阿部薫、山下洋輔トリオ

 職場の厚意で、昨日まで休みをもらった。昨日の昼飯は妻のお父さん・お母さんが家に来て、素麺を4人で食べた。会話はもっぱら、お通夜と葬儀の話。1時間半ぐらいで2人は帰った。その後はどっと疲れがきて、爆睡した。
クレイ
 今日は4日ぶりに職場へ。7時過ぎまで残務。帰り、駅に着いたら、いきなりものすごい雨が降ってきて、服も靴も鞄も数秒でずぶ濡れになった。
 週末には聴けなかった音楽をガシガシ聴くかと、家に帰ってCD棚を漁った。まずは、ジャズ批評を辞めた原田和典氏がプッシュしていたトニー・マラビー。彼の作品「Adobe」を取り出す。ドラムがポール・モチアン、ベースがドリュー・グレス。なんだかマラビーのテナーがスーッと通り過ぎていってしまって、いまいち耳に引っかからない。妙にスムースに聴こえる。
 どんなもんなんだろうと、全く趣向を変えて、エリントンの「ザ・ポピュラー・デューク・エリントン」をかけてみる。「A列車で行こう」冒頭のエリントンの黒く荒っぽいピアノソロ部分を聴いて、スカッとする。今日はこんな感じの叩きつけるような音を自分の感覚は求めているようだ。

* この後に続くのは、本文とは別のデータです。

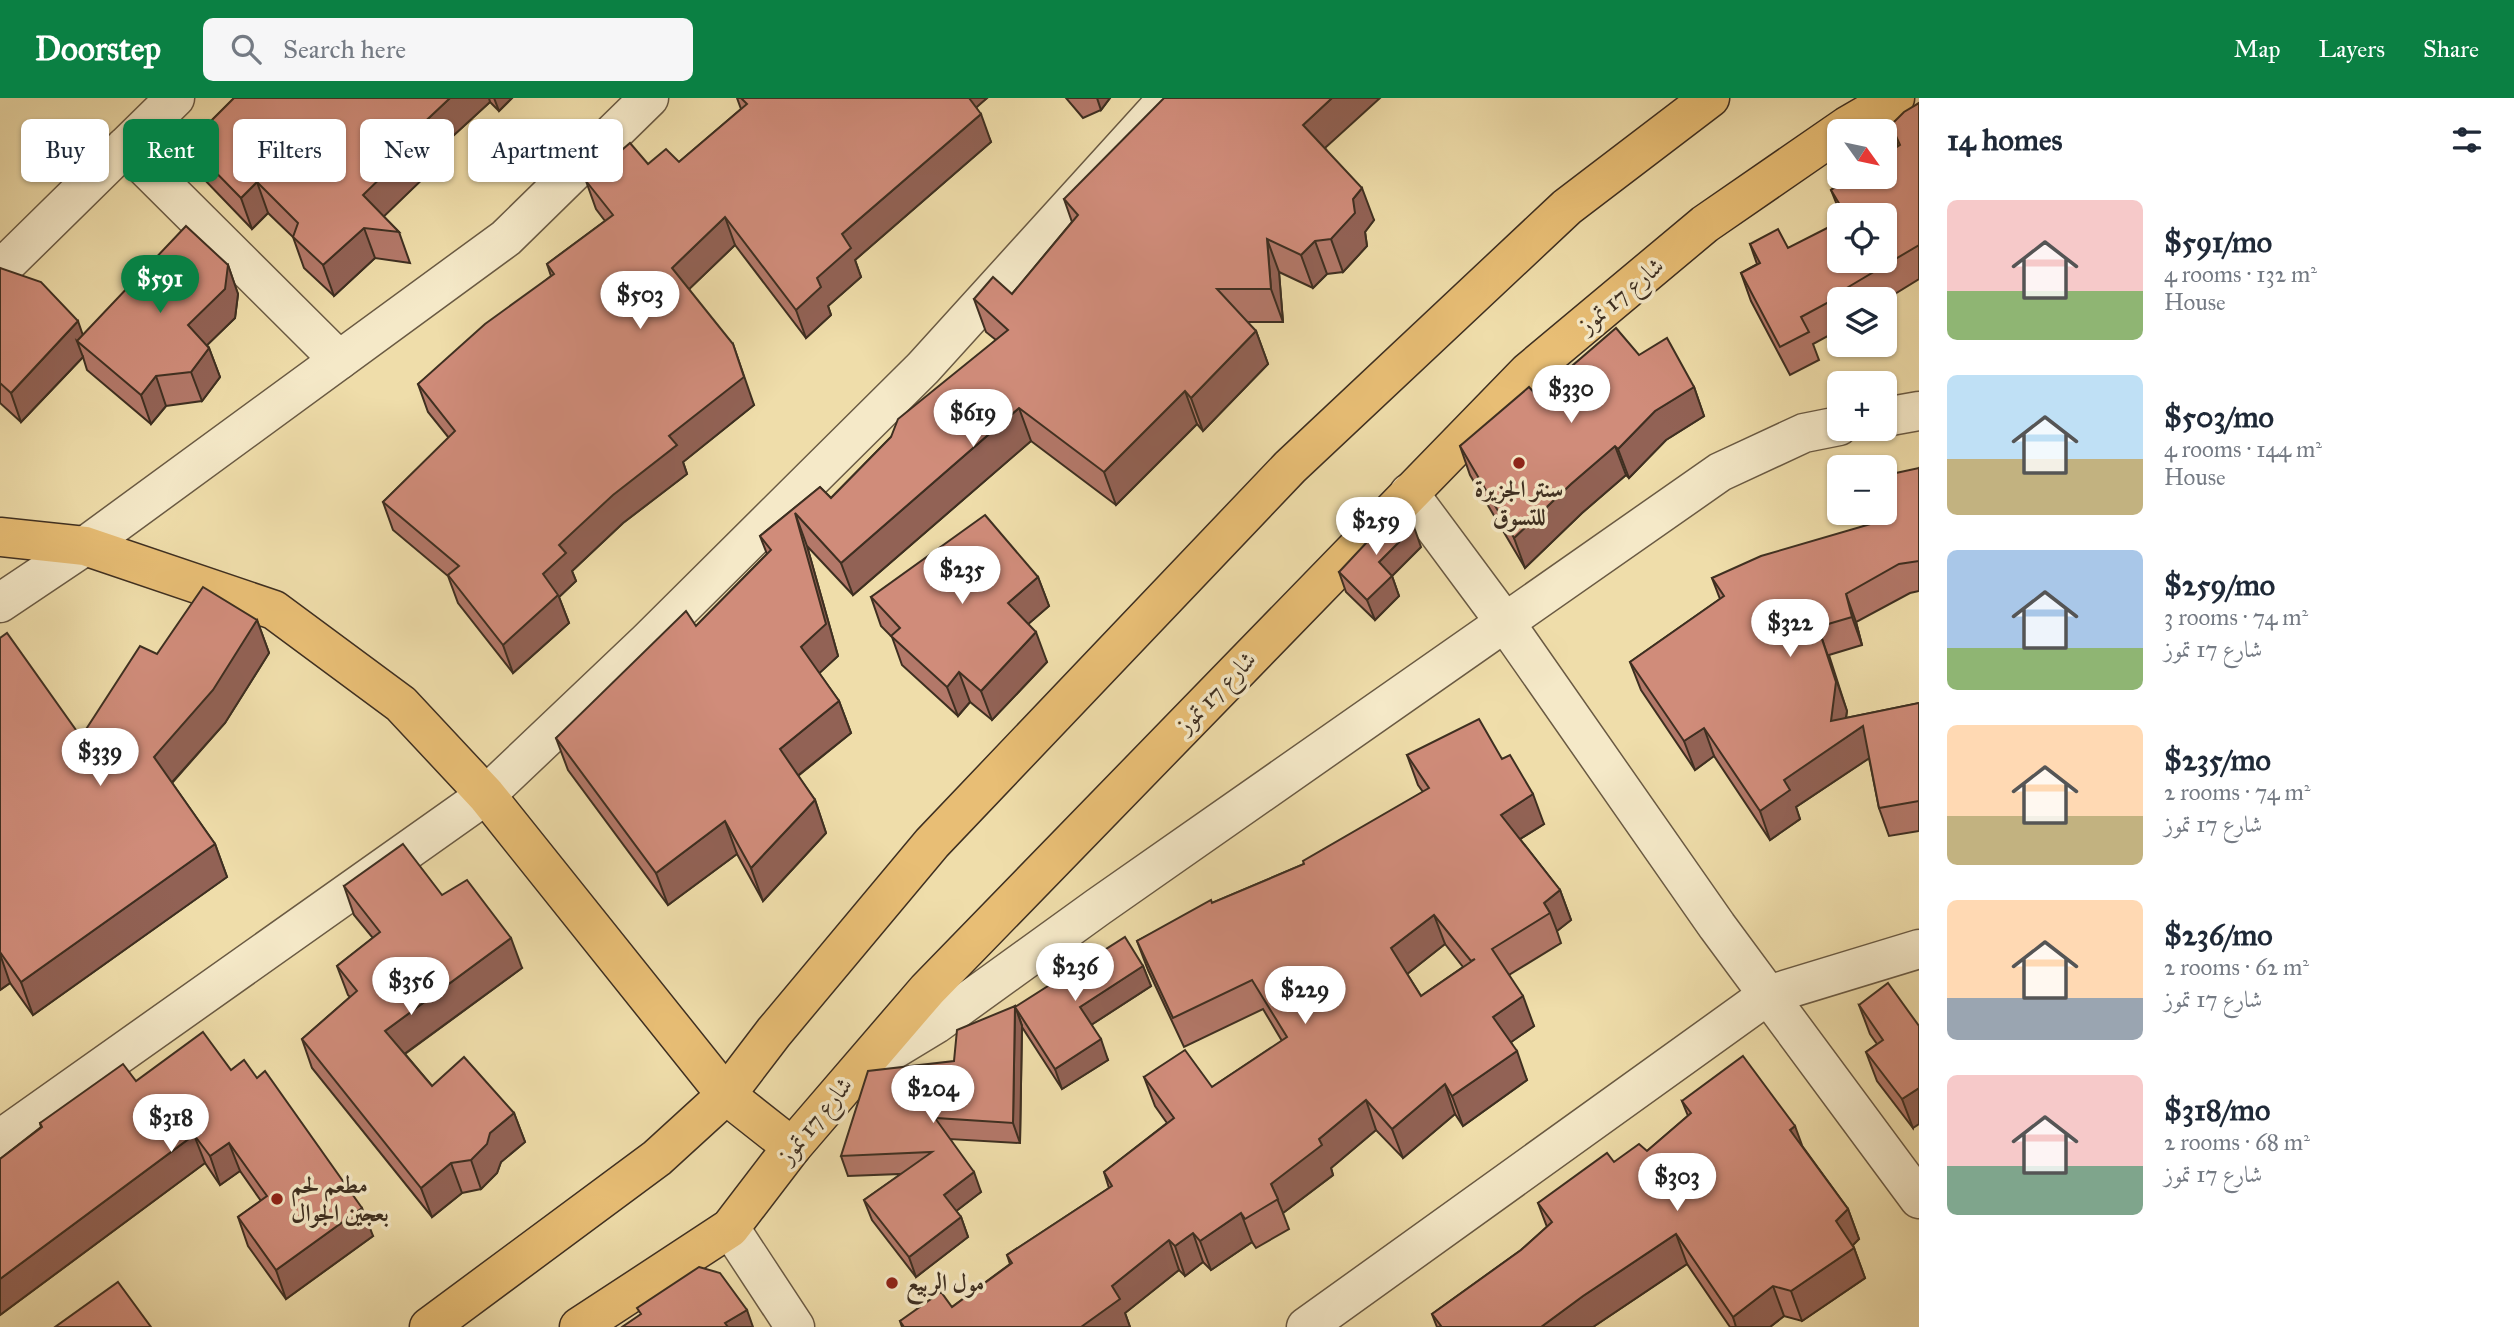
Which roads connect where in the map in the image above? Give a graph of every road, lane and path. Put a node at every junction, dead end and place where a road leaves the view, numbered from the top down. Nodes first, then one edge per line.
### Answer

 で、次は何聴くかなとゴソゴソ探っていたら阿部薫の「彗星パルティータ」が出てきた。2年前の春にこれを聴きながら自転車通勤していたら、交差点で横から来た車に衝突されたという痛い経験がある、自分にとってはある意味思い出の盤。それ以来、トラウマで聴けなくなったなんてことはもちろん全くないが、趣味の問題で、ほとんど手にすることはなかった。最近読んだマイク・モラスキーの本の中の阿部についての(というよりは若松考二氏の映画についての)言及が印象的だったことを瞬時に思い出し、そのままCDをプレイヤーに突っ込む。

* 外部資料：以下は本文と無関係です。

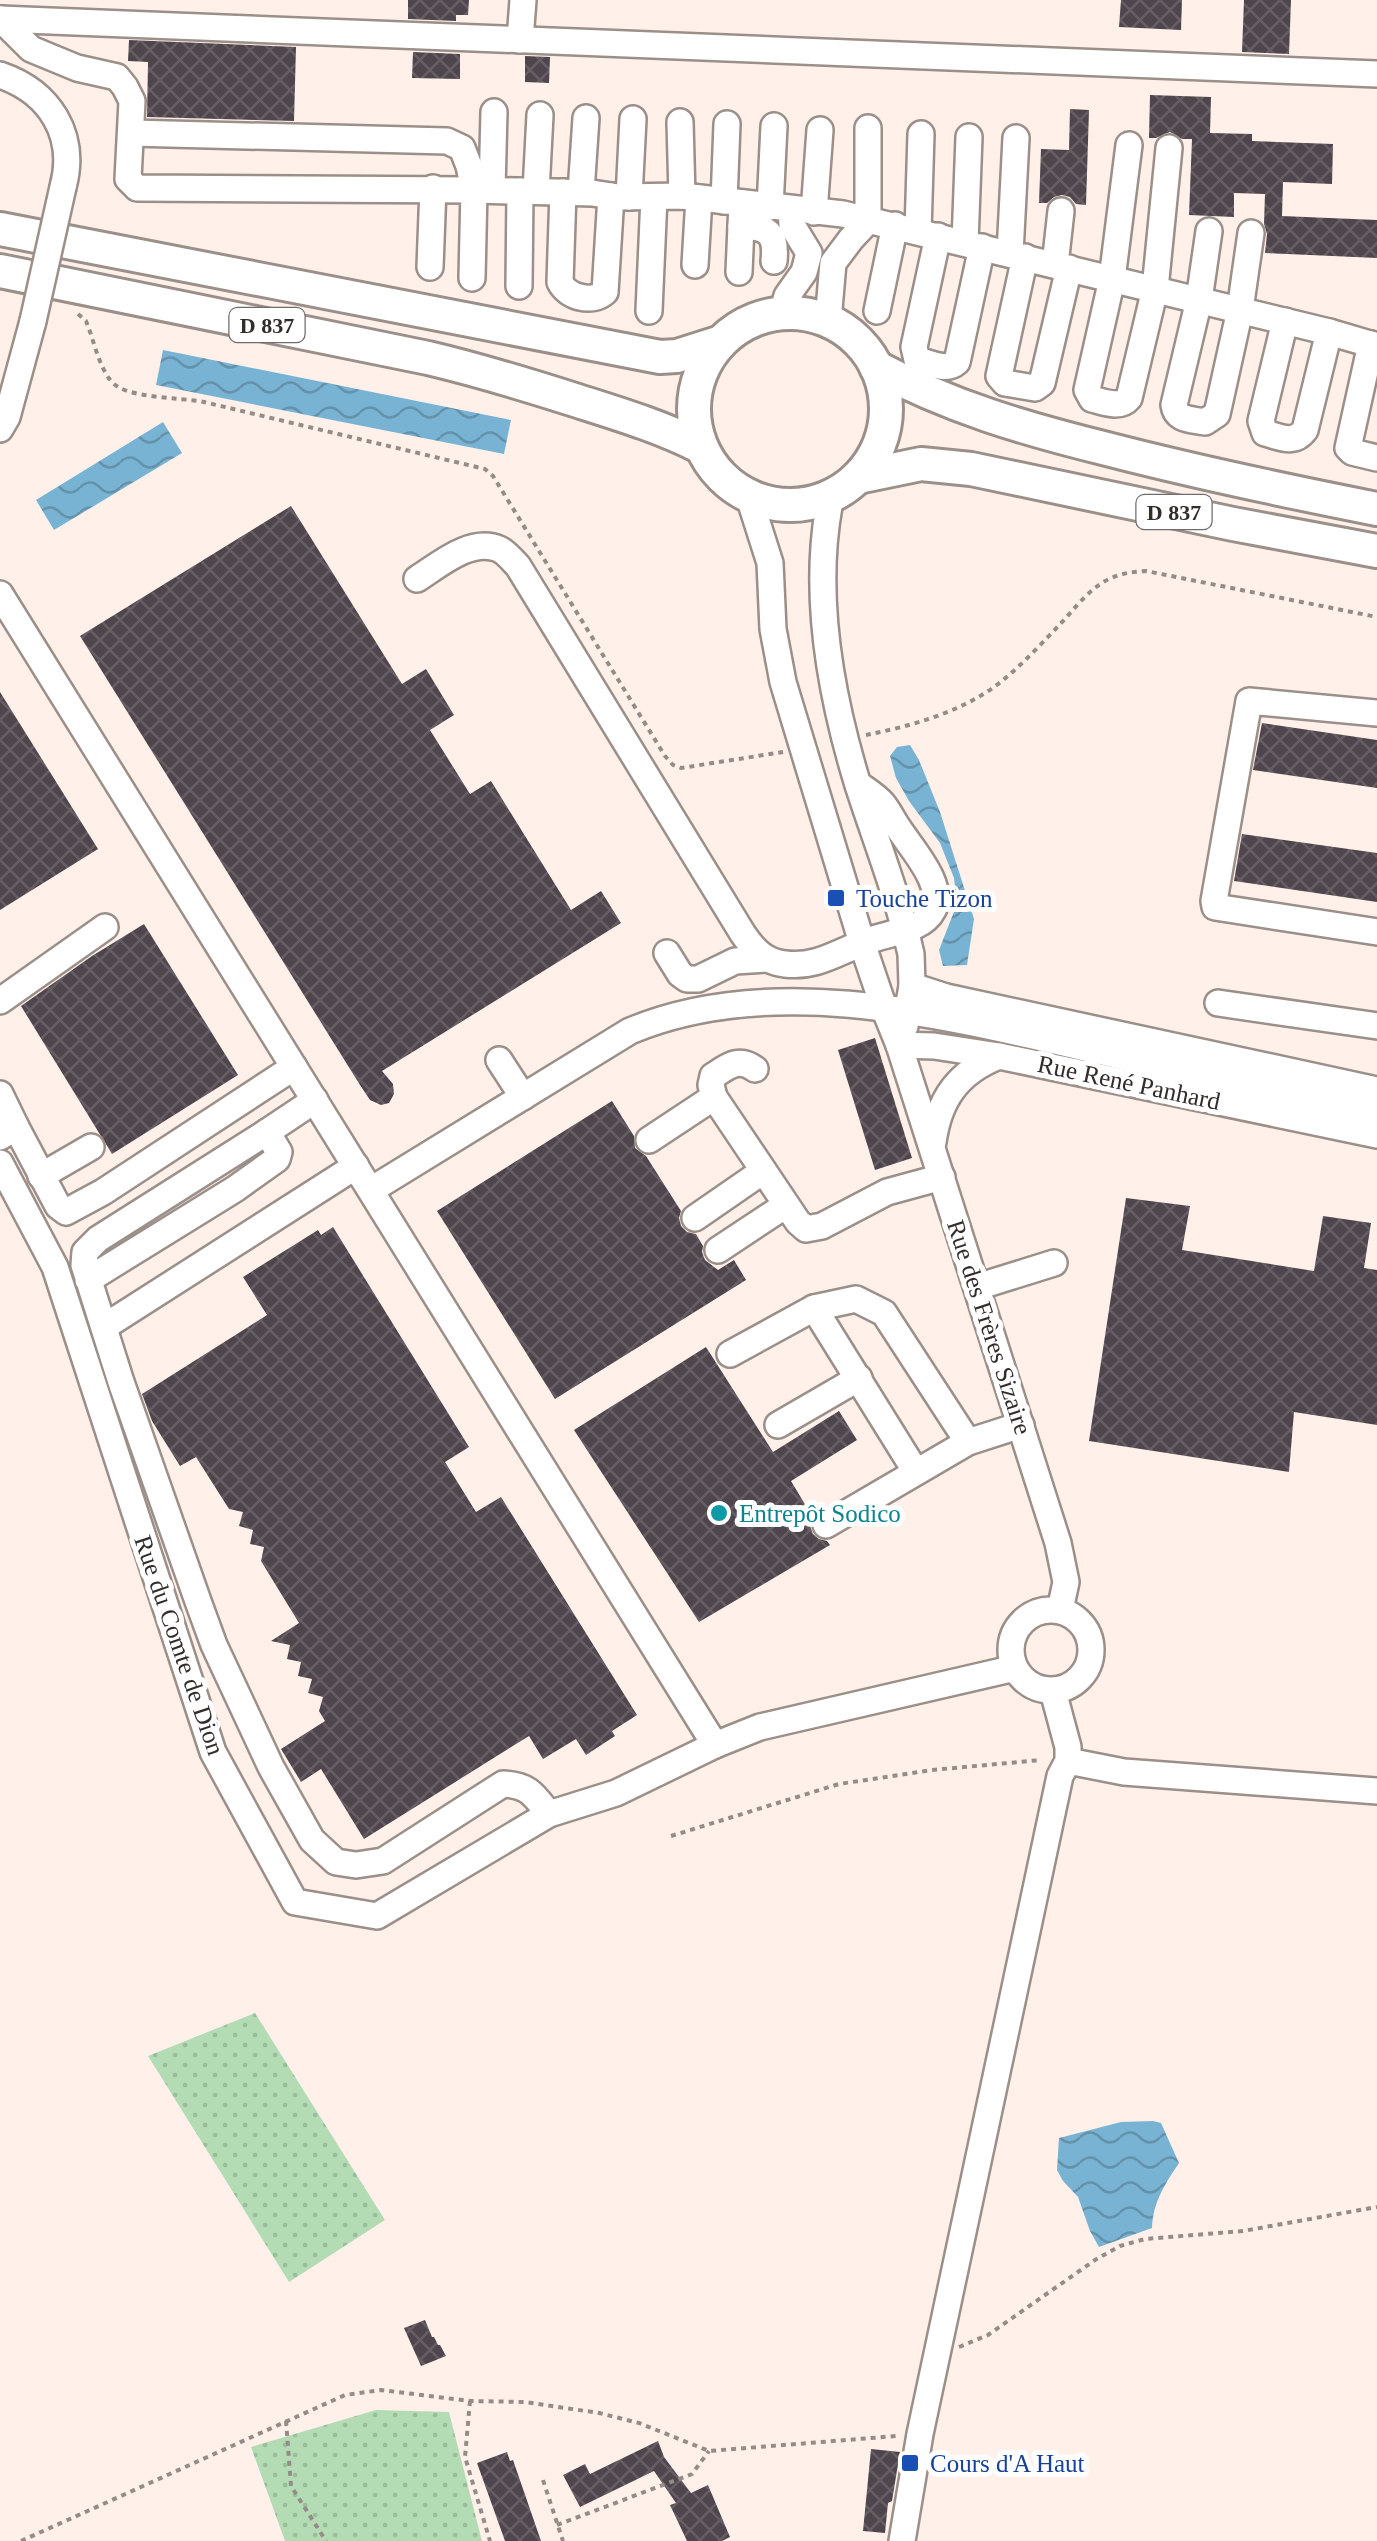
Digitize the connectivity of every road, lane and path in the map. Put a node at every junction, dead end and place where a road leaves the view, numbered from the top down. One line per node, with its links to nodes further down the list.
1 (523, 0): 3 (street)
2 (0, 18): 3 (street); 15 (street)
3 (520, 40): 5 (street)
4 (0, 74): 58 (street, bridge)
5 (1377, 74)
6 (494, 112): 22 (street)
7 (540, 115): 23 (street)
8 (586, 118): 24 (street)
9 (633, 119): 25 (street)
10 (680, 122): 26 (street)
11 (727, 124): 26 (street)
12 (774, 126): 29 (street)
13 (868, 128): 28 (street)
14 (820, 130): 29 (street)
15 (131, 132): 21 (street); 22 (street)
16 (921, 134): 31 (street)
17 (969, 136): 34 (street)
18 (1016, 138): 35 (street)
19 (1129, 145): 43 (street)
20 (1168, 148): 45 (street)
21 (433, 188): 22 (street); 39 (street)
22 (483, 190): 23 (street); 42 (street)
23 (528, 191): 24 (street); 44 (street)
24 (572, 192): 25 (street); 25 (street)
25 (631, 196): 26 (street); 50 (street)
26 (718, 205): 29 (street); 36 (street); 37 (street); 41 (street)
27 (1062, 211): 38 (street)
28 (860, 218): 29 (street); 29 (street); 31 (street)
29 (809, 227): 51 (street); 52 (street)
30 (0, 229): 55 (main road, D 837)
31 (917, 230): 34 (street); 34 (street); 48 (street)
32 (1209, 230): 46 (street)
33 (1252, 233): 49 (street)
34 (973, 244): 35 (street)
35 (1018, 255): 38 (street); 38 (street)
36 (774, 261)
37 (696, 266)
38 (1062, 266): 43 (street)
39 (430, 268)
40 (0, 271): 59 (main road, D 837)
41 (739, 272)
42 (472, 278)
43 (1112, 279): 45 (street); 45 (street)
44 (518, 286)
45 (1155, 290): 46 (street)
46 (1199, 300): 49 (street); 49 (street)
47 (68, 304): 71 (path)
48 (877, 310)
49 (1240, 310): 53 (street)
50 (649, 311)
51 (782, 313): 52 (main road); 55 (main road)
52 (828, 320): 57 (main road)
53 (1285, 322): 54 (street); 54 (street)
54 (1329, 332): 56 (street)
55 (720, 342): 59 (main road)
56 (1374, 345): 60 (street)
57 (876, 367): 61 (main road); 64 (main road, D 837)
58 (0, 429)
59 (701, 447): 63 (main road)
60 (1377, 458)
61 (858, 478): 62 (main road); 65 (main road, D 837)
62 (831, 496): 63 (main road); 70 (street)
63 (749, 497): 71 (street)
64 (1377, 509)
65 (1377, 552)
66 (416, 580): 78 (street)
67 (0, 594): 86 (street)
68 (1377, 617): 70 (path)
69 (1377, 713): 75 (street)
70 (845, 739): 72 (street)
71 (803, 749): 76 (street)
72 (858, 784): 74 (street); 74 (street)
73 (105, 927): 79 (street)
74 (906, 929): 76 (street); 80 (street)
75 (1377, 932)
76 (862, 943): 78 (street); 80 (street)
77 (667, 953): 78 (street)
78 (766, 959)
79 (0, 1001)
80 (902, 1002): 83 (street); 88 (street, Rue René Panhard); 90 (street); 93 (street)
81 (1218, 1003): 82 (street)
82 (1377, 1026)
83 (899, 1045): 84 (street, Rue René Panhard); 98 (street, Rue des Frères Sizaire)
84 (999, 1056): 95 (street, Rue René Panhard); 98 (street)
85 (499, 1060): 90 (street)
86 (294, 1066): 92 (street); 102 (street)
87 (755, 1069): 91 (street)
88 (1377, 1090)
89 (0, 1094): 94 (street)
90 (523, 1097): 104 (street)
91 (714, 1097): 96 (street); 101 (street)
92 (315, 1100): 100 (street); 111 (street)
93 (1377, 1110)
94 (8, 1132): 102 (street)
95 (1377, 1135)
96 (648, 1140)
97 (91, 1147): 102 (street)
98 (932, 1147): 103 (street, Rue des Frères Sizaire)
99 (0, 1163): 115 (street, Rue du Comte de Dion)
100 (356, 1166): 104 (street); 111 (street)
101 (764, 1172): 105 (street); 106 (street)
102 (41, 1176)
103 (942, 1178): 105 (street); 109 (street, Rue des Frères Sizaire)
104 (371, 1190): 128 (street)
105 (786, 1204): 107 (street)
106 (695, 1218)
107 (718, 1250)
108 (1054, 1263): 109 (street)
109 (977, 1286): 117 (street, Rue des Frères Sizaire)
110 (814, 1308): 112 (street); 113 (street); 118 (street)
111 (104, 1328): 114 (street)
112 (730, 1354)
113 (858, 1378): 116 (street); 119 (street)
114 (125, 1394): 115 (street); 120 (street)
115 (100, 1404): 121 (street, Rue du Comte de Dion)
116 (778, 1426)
117 (1021, 1426): 118 (street); 124 (street, Rue des Frères Sizaire)
118 (968, 1442): 119 (street)
119 (916, 1472): 122 (street)
120 (162, 1497): 121 (street); 123 (street)
121 (133, 1507): 125 (street, Rue du Comte de Dion)
122 (826, 1525)
123 (199, 1604): 125 (street); 129 (street)
124 (1060, 1610): 126 (street); 127 (street)
125 (168, 1615): 131 (street, Rue du Comte de Dion)
126 (1015, 1668): 127 (street); 128 (street, Rue du Comte de Dion)
127 (1053, 1691): 130 (street)
128 (715, 1745): 133 (street, Rue du Comte de Dion)
129 (262, 1748): 131 (street); 133 (street)
130 (1068, 1761): 132 (street); 134 (path); 136 (street)
131 (223, 1769): 133 (street, Rue du Comte de Dion)
132 (1377, 1791)
133 (549, 1814)
134 (671, 1836)
135 (1377, 2207): 136 (path)
136 (936, 2357): 139 (street)
137 (470, 2401): 138 (path); 140 (path); 145 (path)
138 (286, 2421): 143 (path); 144 (path)
139 (920, 2434): 140 (path); 147 (street)
140 (709, 2451): 142 (path)
141 (543, 2480): 142 (path)
142 (557, 2526): 146 (path)
143 (21, 2541)
144 (326, 2541)
145 (490, 2541)
146 (562, 2541)
147 (902, 2541)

 何曲かのそれぞれ数十分に及ぶアルトソロが2枚組にびっしり焼きついている。久々に聴いたが、思いのほかストレートだなとまず思った。沈黙と絶叫のコントラストが分かりやすい。咆哮するブロウのベクトルも直線的で、アイラーのようなある種の親しみやすさがある。どこか演歌チックというか、情に訴える音楽というか。どうなんだろう、例えば同じフリー系列のアルトの林栄一に比べると、正直洗練もされていないし、音色やリズムといった面での幅もそれほど広くない。しかし、これはこれでもう文句のつけようがない世界だなというのは否定できない。阿部薫個人の私生活とか、伝説めいたエピソードとか、そんな音にまつわる物語には僕はいっさい興味がないが、若干20代半ばのミュージシャンがこれだけの個性のある音を創造したっていうのはやはり凄い。
 その勢いで山下洋輔トリオ「クレイ」を聴く。後半の表題曲「クレイ」だけ聴いたが、これがあまりに素晴らしくて、スピーカーの前でジーっと硬直してしまった。感情とか観念になる以前の、音だけの世界。